● Work to complete:
The word "nodes" occurs in some lines of the data. Return each such line.

● Extracted material:
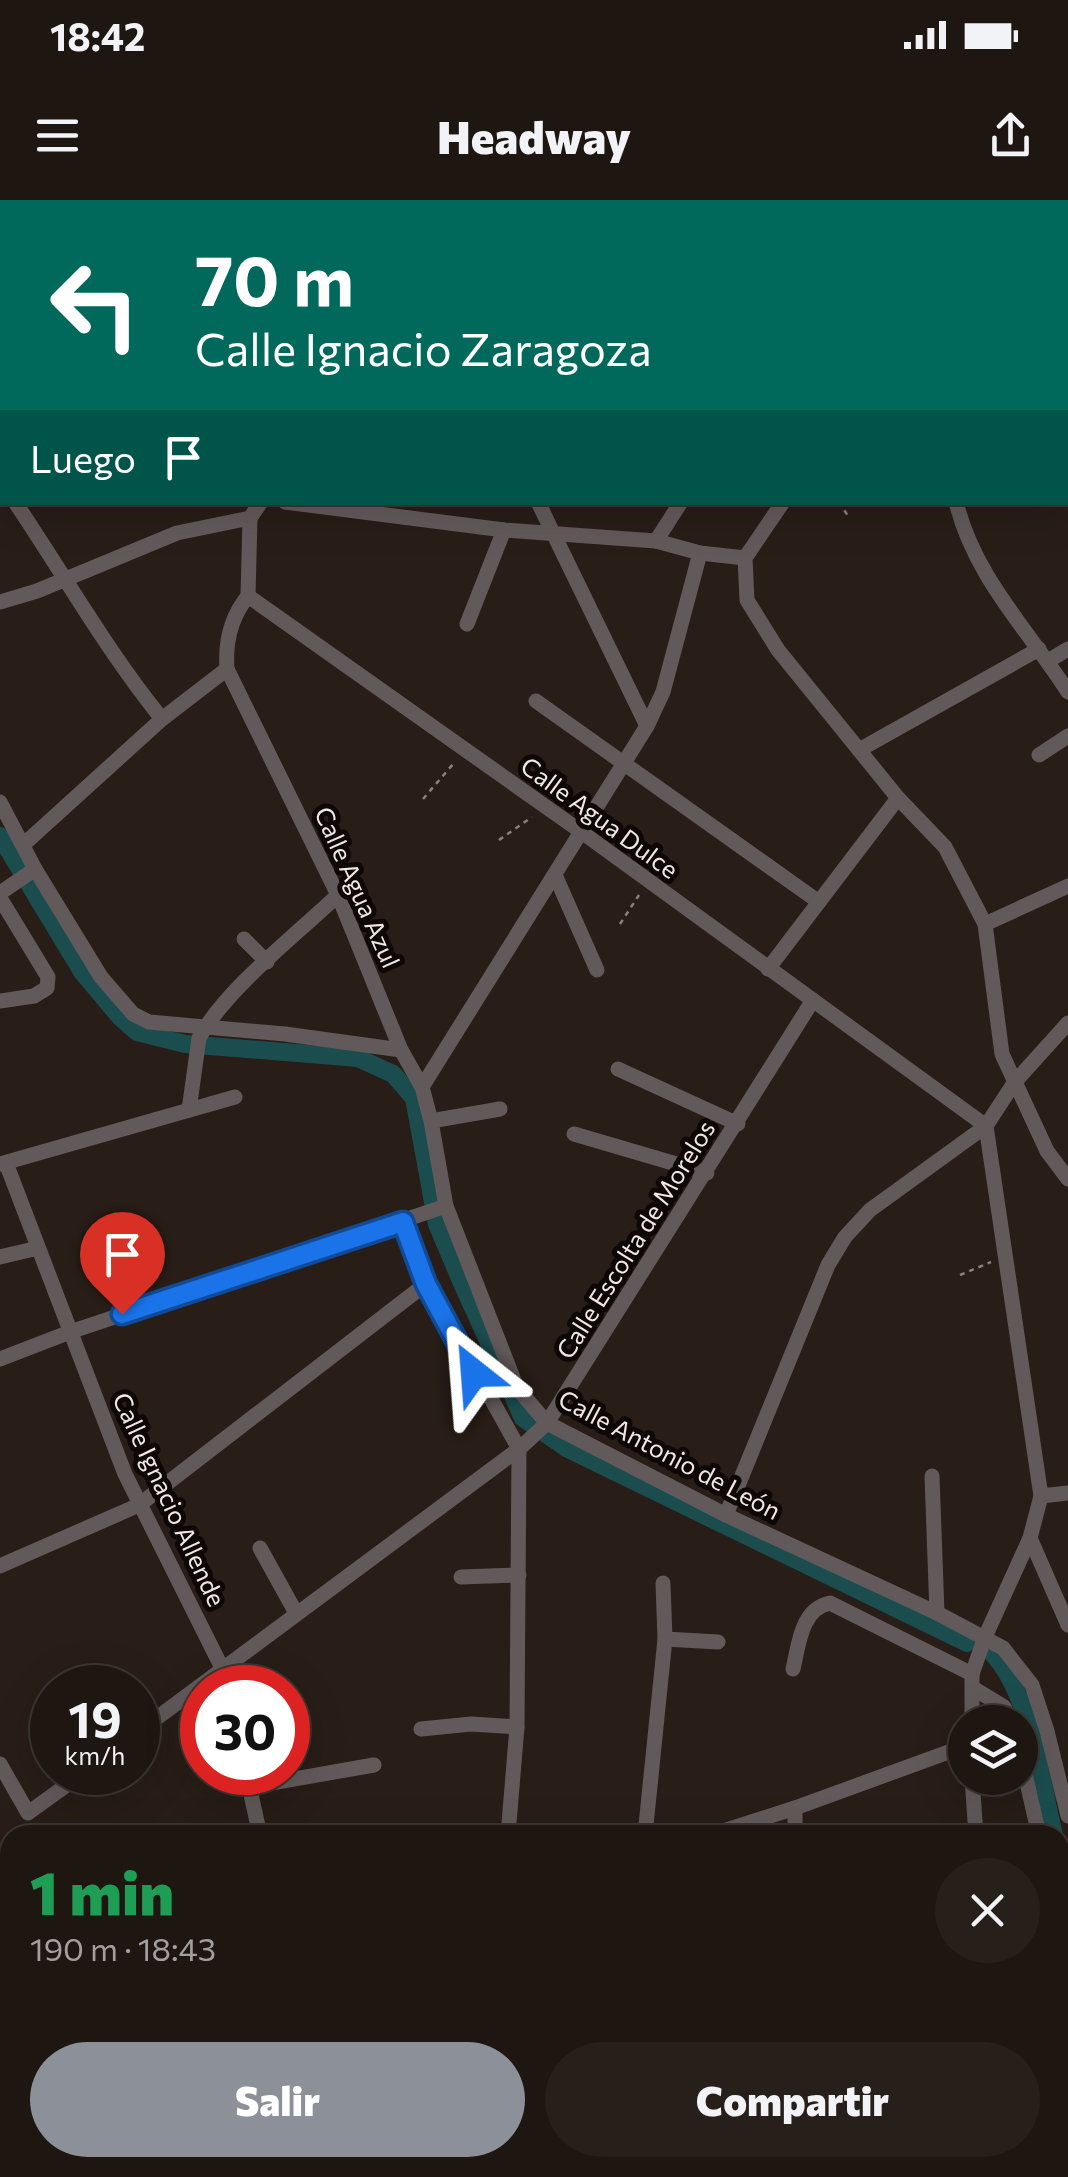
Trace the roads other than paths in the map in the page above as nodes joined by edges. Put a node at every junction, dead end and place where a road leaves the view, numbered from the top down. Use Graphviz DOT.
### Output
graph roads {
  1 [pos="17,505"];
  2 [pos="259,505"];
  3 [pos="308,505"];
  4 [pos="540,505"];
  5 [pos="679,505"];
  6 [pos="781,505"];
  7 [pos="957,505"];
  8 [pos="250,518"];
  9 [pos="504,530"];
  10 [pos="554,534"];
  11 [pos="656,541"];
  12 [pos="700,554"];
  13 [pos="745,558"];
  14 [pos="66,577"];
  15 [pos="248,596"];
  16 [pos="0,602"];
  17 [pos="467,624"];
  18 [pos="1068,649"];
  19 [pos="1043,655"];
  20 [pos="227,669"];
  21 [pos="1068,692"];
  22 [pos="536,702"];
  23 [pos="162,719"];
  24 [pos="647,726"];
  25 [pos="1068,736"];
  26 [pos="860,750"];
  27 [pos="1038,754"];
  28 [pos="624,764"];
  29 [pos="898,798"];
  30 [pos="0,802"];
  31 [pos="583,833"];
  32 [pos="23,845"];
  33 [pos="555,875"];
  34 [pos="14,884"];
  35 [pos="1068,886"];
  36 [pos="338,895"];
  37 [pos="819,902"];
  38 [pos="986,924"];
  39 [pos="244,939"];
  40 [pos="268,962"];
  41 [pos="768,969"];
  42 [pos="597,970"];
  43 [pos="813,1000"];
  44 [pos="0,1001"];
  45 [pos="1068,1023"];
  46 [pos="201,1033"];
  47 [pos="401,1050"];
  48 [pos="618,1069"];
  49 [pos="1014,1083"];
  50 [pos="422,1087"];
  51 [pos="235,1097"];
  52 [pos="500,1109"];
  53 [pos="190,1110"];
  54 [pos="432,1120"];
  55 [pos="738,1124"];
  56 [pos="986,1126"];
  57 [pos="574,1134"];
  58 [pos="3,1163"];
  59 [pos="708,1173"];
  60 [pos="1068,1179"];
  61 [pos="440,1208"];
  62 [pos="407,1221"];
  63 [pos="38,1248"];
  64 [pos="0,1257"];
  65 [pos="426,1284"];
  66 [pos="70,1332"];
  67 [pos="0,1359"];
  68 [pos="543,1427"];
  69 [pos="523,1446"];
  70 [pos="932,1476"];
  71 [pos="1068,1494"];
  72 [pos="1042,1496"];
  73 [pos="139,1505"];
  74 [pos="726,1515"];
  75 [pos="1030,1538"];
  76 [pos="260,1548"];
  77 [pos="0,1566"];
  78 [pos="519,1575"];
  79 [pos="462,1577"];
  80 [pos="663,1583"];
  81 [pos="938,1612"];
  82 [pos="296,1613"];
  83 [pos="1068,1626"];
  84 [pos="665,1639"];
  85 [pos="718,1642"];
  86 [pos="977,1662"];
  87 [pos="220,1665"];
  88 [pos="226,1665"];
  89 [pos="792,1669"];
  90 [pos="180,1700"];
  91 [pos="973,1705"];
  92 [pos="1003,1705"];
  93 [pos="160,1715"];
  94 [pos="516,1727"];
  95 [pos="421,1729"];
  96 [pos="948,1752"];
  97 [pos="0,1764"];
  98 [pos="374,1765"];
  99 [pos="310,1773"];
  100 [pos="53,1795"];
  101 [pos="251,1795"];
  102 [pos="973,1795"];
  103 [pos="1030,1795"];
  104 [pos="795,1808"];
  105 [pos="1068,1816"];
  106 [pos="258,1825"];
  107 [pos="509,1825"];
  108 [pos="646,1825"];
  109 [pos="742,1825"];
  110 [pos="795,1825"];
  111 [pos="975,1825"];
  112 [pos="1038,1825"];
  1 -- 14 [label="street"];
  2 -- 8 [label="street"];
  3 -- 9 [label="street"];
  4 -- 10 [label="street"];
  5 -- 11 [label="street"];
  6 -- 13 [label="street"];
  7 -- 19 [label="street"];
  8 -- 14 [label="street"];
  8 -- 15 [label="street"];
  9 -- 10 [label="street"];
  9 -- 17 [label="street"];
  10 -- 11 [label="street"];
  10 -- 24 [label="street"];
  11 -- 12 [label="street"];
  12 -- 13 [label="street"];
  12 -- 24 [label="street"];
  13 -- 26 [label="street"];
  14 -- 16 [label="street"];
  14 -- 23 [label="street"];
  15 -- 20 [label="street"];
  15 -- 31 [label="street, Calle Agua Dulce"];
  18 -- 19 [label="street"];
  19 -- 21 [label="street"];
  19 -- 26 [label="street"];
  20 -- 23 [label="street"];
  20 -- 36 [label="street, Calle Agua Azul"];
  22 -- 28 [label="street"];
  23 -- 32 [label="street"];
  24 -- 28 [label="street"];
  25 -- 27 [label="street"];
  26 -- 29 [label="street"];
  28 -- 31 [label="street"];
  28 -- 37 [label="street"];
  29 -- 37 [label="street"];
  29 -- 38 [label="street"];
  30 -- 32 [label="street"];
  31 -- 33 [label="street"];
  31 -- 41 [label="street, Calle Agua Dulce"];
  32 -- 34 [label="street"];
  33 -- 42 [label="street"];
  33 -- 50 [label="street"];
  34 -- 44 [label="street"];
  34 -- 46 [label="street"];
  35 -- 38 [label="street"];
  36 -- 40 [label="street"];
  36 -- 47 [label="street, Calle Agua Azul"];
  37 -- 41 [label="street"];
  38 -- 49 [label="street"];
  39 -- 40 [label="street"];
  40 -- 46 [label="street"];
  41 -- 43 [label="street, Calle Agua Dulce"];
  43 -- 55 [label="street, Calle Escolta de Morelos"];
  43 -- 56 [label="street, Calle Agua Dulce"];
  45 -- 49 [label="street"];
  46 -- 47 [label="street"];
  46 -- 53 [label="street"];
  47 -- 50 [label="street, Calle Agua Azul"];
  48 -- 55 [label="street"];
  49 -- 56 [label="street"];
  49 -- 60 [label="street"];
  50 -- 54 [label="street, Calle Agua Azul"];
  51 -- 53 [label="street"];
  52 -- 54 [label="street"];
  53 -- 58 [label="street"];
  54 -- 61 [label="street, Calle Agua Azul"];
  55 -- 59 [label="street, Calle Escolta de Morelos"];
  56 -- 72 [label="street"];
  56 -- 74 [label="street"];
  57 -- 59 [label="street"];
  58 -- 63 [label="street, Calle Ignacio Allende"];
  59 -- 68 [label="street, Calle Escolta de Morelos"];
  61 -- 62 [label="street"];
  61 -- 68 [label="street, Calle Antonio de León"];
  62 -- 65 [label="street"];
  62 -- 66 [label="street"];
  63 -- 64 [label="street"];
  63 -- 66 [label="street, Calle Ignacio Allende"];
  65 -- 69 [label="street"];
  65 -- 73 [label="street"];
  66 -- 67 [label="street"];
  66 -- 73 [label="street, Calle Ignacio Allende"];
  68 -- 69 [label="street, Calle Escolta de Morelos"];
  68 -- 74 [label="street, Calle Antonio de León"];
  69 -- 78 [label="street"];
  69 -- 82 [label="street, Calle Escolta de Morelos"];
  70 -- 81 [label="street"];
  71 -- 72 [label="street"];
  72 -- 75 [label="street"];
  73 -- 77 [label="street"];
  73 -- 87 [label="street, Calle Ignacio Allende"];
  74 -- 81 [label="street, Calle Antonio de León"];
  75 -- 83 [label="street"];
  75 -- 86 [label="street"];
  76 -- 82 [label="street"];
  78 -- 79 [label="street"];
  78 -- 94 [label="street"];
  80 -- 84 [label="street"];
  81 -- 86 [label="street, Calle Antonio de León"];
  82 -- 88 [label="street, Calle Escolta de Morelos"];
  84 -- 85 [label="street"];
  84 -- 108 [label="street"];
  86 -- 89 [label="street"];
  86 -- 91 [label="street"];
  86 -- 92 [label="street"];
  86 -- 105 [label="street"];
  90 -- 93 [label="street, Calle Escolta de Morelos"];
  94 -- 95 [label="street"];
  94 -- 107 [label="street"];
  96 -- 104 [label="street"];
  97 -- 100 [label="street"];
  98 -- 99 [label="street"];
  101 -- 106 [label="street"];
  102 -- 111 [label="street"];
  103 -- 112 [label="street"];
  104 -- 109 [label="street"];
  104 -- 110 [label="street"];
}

---

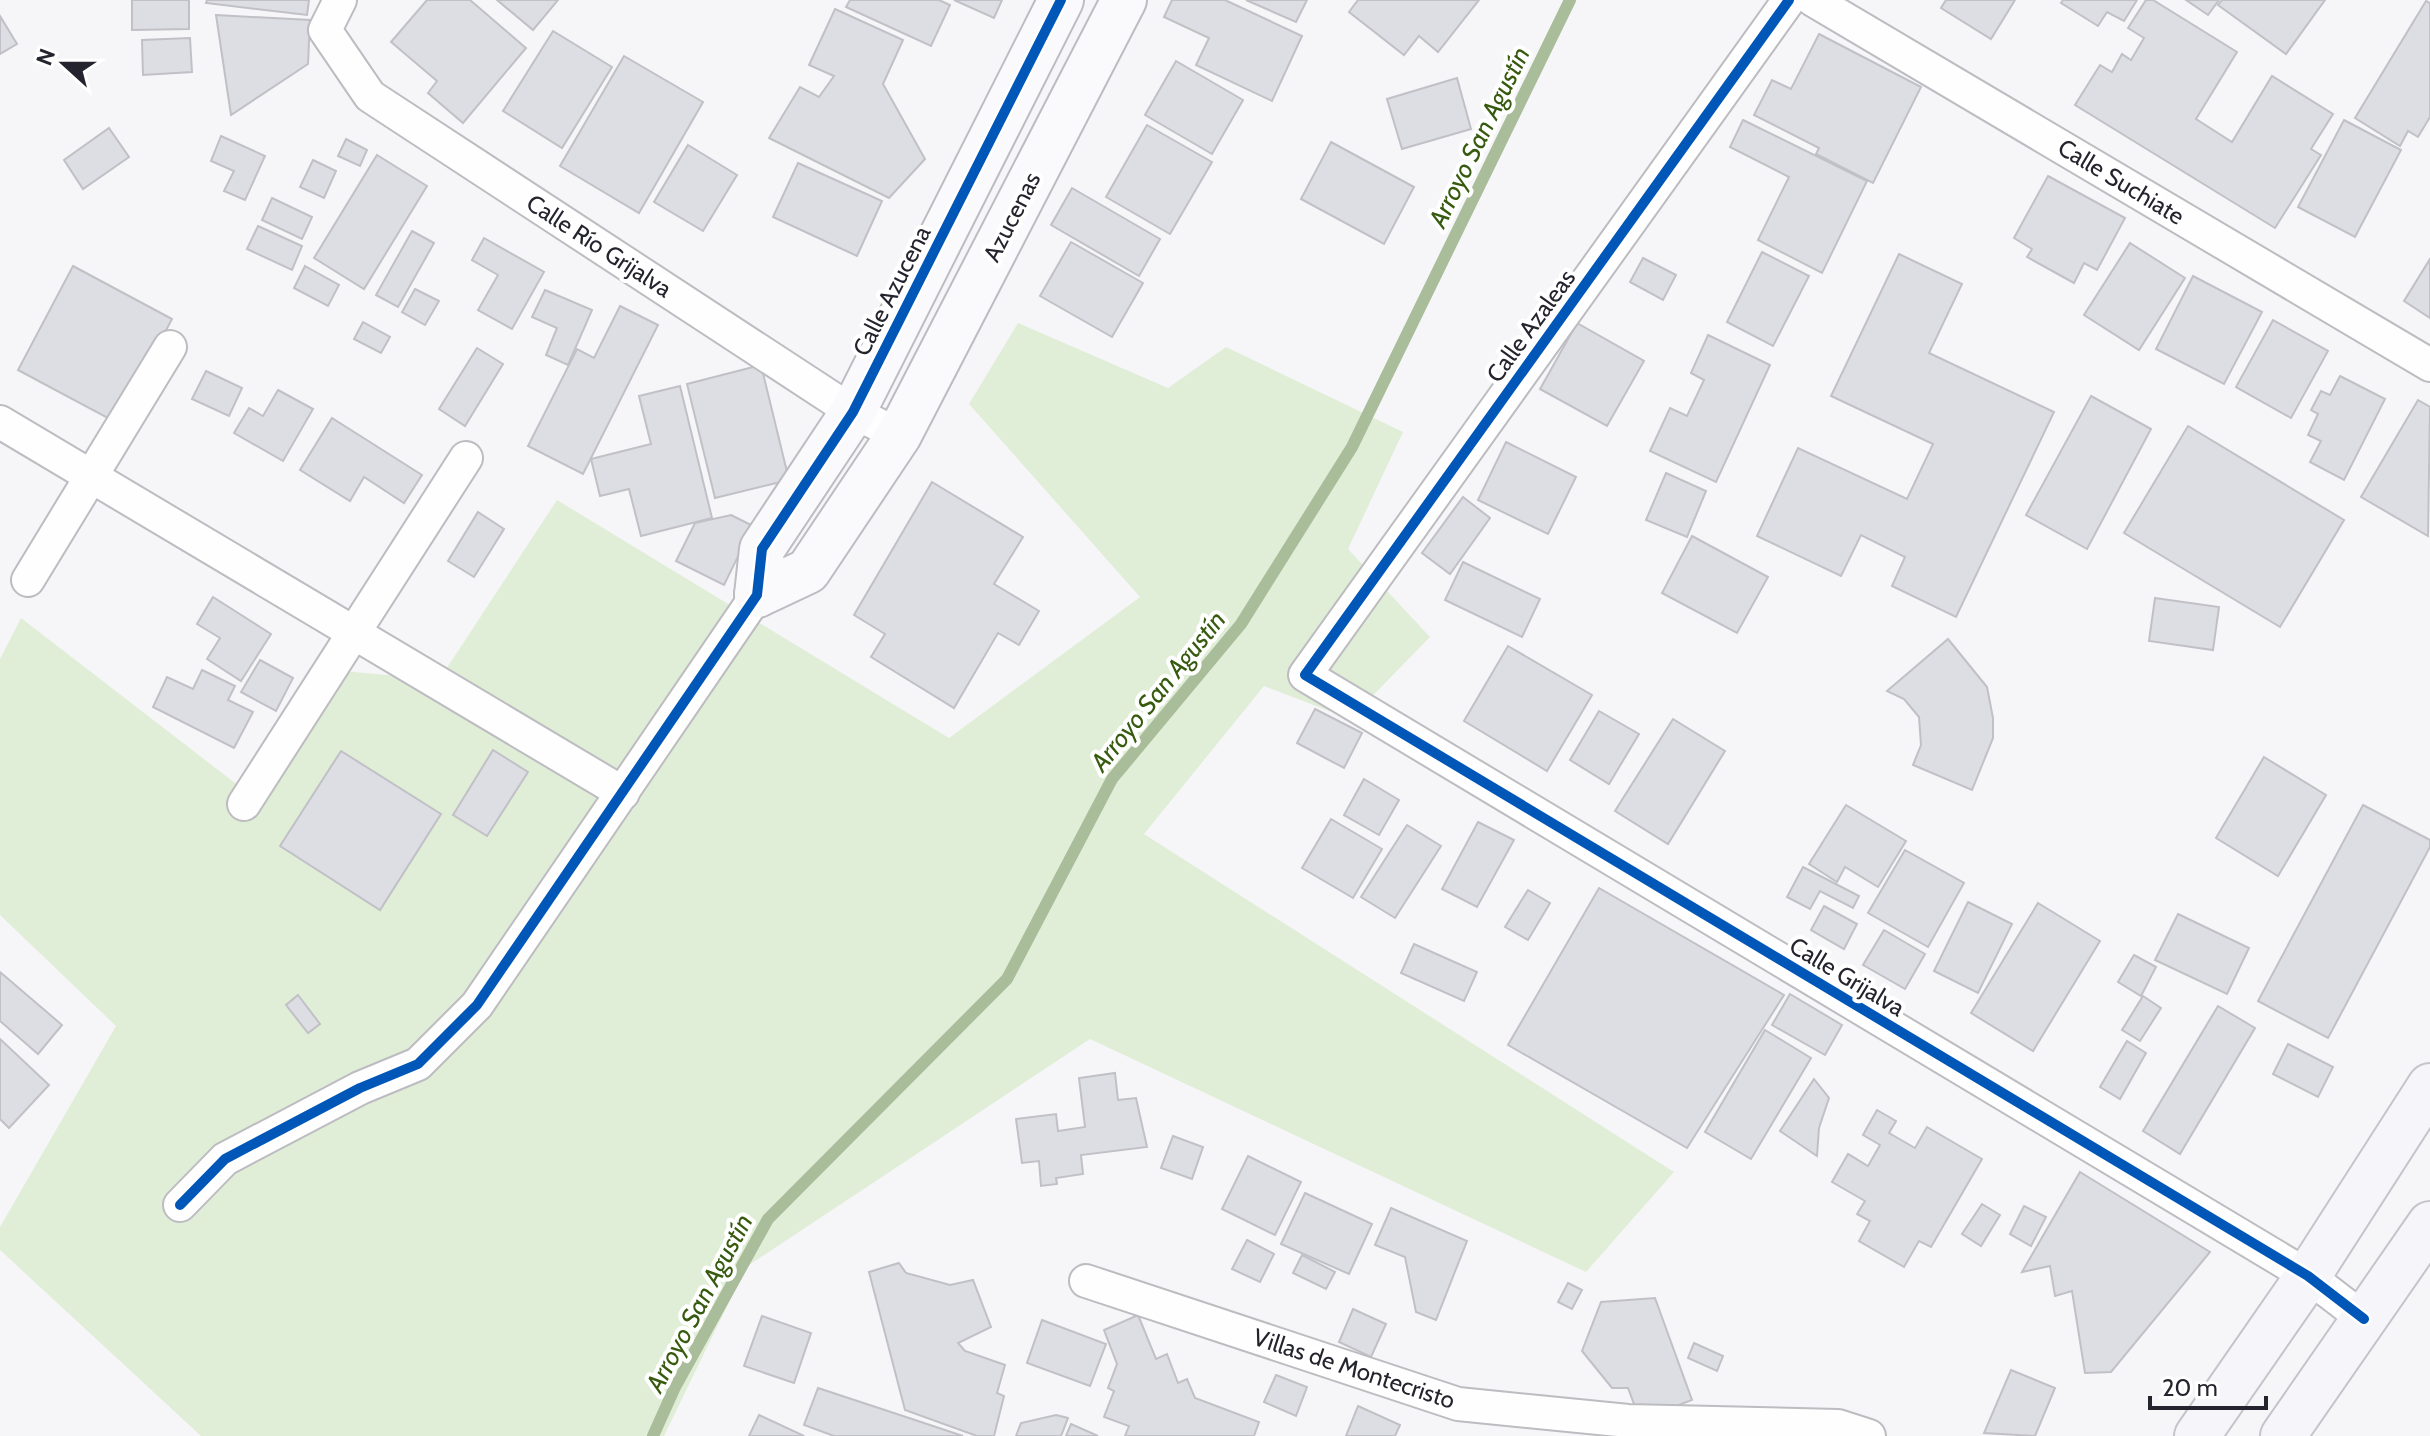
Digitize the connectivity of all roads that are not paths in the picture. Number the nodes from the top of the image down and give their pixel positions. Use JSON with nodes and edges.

● Output below:
Trace the roads other than paths in the map in the page above as nodes joined by edges. Put a node at every junction, dead end and place where a road leaves the view, numbered from the top down. Use Graphviz DOT.
Digitize the connectivity of all roads that are not paths in the picture. Number the nodes from the top of the image down and give their pixel positions. Use JSON with nodes and edges.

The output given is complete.